For the first border-crossing protest in July, Lizbeth Mateo, Lulu Martinez and Marcos Saavedra traveled to Mexico, then returned through the legal port of entry at Nogales, Ariz. -- an audacious move for people who live with the daily fear of deportation. They were joined by six others along the way and adopted the name “Dream 9.”

Once across the border, they asked for humanitarian parole, a little-used exception to normal immigration procedures usually granted as a temporary measure to deal with emergencies. When immigration authorities declined to offer humanitarian parole, the Dream 9 applied for political asylum, arguing that their lives were endangered in Mexico.

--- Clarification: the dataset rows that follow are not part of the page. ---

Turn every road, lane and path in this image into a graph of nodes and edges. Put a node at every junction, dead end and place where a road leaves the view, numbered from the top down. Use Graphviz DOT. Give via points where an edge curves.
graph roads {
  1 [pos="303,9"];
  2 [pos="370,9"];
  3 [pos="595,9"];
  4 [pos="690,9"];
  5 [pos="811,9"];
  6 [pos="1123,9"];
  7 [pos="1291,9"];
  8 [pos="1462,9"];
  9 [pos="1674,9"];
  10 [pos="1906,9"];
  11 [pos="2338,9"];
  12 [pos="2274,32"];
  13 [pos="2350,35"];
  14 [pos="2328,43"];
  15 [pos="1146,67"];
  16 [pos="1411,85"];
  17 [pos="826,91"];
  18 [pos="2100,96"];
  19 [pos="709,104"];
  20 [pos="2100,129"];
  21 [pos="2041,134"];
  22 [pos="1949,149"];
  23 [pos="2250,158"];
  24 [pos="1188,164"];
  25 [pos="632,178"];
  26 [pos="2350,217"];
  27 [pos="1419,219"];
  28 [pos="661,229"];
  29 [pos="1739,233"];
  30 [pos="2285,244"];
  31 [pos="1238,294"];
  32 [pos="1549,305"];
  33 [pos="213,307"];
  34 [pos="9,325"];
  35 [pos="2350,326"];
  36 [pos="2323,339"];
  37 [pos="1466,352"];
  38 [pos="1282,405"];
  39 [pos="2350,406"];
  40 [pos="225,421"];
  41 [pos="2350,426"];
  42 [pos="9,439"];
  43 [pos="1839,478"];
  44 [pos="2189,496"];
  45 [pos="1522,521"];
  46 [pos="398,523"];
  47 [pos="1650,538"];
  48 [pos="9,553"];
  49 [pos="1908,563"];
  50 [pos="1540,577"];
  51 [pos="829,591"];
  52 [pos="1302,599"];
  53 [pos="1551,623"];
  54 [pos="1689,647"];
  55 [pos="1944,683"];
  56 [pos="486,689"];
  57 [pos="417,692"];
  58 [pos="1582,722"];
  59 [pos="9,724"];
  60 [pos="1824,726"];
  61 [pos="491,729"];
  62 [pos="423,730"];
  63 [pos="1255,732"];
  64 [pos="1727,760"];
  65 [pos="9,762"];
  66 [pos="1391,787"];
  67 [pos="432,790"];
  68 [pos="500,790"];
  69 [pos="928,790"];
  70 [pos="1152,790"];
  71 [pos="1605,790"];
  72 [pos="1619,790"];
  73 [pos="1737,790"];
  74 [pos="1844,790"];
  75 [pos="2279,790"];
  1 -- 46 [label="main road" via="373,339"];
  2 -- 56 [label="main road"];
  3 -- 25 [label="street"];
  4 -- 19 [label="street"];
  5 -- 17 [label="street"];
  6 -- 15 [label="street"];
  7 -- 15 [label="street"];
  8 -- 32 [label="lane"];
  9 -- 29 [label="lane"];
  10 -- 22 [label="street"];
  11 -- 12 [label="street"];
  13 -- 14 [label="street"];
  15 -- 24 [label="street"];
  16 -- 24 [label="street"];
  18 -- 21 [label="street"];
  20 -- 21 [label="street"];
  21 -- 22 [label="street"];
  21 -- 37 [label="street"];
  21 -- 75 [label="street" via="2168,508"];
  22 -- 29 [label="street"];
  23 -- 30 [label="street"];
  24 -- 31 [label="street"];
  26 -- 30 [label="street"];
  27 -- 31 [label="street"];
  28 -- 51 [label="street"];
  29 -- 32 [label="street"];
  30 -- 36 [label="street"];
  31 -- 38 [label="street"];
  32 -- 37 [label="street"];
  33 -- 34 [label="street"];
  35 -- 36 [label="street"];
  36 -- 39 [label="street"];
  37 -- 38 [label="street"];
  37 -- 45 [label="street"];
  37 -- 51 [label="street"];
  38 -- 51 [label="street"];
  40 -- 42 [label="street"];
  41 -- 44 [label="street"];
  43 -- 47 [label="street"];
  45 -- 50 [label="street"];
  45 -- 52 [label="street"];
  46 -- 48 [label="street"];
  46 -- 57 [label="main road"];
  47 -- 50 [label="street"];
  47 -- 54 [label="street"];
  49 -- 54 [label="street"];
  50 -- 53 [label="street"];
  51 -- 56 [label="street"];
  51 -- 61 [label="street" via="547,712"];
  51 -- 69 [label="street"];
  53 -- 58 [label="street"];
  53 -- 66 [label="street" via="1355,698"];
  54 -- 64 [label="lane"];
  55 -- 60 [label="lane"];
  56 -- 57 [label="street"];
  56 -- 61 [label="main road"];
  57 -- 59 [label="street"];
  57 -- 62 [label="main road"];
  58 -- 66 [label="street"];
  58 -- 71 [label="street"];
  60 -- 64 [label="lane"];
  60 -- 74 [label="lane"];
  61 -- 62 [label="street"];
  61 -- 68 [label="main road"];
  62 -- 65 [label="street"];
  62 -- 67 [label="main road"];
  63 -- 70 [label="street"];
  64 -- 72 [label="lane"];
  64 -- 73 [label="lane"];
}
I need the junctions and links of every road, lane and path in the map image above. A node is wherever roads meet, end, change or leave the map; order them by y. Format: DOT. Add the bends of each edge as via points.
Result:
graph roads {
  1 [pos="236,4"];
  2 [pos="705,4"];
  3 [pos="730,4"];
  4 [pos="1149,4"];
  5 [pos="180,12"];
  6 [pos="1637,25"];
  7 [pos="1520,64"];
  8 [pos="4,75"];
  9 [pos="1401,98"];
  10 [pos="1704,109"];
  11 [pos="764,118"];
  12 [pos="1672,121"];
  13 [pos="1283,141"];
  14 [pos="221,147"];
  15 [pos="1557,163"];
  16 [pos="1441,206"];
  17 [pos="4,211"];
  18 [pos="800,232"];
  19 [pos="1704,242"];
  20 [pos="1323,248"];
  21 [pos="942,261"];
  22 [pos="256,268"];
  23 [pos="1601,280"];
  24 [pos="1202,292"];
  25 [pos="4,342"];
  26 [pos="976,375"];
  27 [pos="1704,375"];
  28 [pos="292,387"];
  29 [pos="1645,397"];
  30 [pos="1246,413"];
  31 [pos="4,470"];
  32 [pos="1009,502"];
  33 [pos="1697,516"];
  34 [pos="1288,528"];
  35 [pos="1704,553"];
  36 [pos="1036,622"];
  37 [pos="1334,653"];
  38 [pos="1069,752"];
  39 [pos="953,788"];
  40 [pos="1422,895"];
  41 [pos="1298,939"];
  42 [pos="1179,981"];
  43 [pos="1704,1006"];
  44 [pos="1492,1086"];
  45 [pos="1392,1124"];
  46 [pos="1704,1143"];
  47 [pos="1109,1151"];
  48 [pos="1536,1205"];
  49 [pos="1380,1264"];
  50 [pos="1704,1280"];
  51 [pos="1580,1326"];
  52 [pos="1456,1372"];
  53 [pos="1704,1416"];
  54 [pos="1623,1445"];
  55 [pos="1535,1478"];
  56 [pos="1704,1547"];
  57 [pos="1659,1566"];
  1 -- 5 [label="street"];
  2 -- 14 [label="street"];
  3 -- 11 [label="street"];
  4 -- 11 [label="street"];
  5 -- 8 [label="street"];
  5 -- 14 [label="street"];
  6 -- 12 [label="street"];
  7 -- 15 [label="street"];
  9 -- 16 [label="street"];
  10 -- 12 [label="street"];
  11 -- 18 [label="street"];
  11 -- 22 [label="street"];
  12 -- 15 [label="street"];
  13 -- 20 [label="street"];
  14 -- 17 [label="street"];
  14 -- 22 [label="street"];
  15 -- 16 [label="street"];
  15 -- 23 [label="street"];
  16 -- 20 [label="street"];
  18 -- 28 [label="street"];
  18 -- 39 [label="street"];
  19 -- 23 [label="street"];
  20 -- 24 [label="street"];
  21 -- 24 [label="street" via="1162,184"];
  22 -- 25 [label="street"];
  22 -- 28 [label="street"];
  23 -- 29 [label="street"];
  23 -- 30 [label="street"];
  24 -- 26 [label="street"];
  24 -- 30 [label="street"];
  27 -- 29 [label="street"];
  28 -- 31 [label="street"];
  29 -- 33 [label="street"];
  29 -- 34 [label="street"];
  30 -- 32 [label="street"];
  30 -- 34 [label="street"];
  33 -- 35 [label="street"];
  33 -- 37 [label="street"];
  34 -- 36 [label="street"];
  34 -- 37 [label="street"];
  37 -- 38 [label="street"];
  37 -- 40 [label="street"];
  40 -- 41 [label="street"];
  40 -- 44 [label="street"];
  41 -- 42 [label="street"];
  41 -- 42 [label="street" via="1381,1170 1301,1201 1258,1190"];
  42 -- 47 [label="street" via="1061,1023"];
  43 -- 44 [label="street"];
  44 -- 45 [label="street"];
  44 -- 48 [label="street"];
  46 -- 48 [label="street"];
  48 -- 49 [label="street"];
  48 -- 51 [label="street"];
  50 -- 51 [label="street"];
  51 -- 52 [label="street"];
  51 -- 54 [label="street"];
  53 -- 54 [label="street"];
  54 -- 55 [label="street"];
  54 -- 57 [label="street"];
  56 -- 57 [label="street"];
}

The nine were released from detention into the U.S., but will likely be litigating their asylum cases for years.

“For all intents and purposes, they are Americans, except for on paper,” the Dream 9’s attorney Margo Cowan said on a conference call with reporters in July. “And given the instability of Mexico today, they have no idea how to defend themselves and they stick out like a sore thumb.”

The remainder of the Dream 30 plan to follow the same path.

“They’re getting persecuted [in Mexico] because as soon as they speak Spanish because people know they’re American,” Abdollahi said.

Mexican nationals rarely receive asylum, partly because the U.S. doesn’t normally view organized crime as a reason to grant it. From fiscal years 2007 to 2011 -- years that coincide with the onset of Mexico’s frontal assault against its drug cartels -- 21,104 Mexicans filed asylum applications at U.S. ports of entry, according to The Los Angeles Times. Only 2 percent of the requests were granted, well below the 24 percent figure for asylum seekers from all countries combined.

But Suzanne Goldberg, a professor at Columbia Law School with expertise in asylum cases involving gender and sexual orientation, says it’s not outside the realm of possibility that the courts would grant asylum to Dreamers.

“This is not so far removed from other asylum cases,” Goldberg told HuffPost. “The question is, why are they targeted? The way asylum law has been constructed is to protect people who are targeted based on an aspect of their identity.”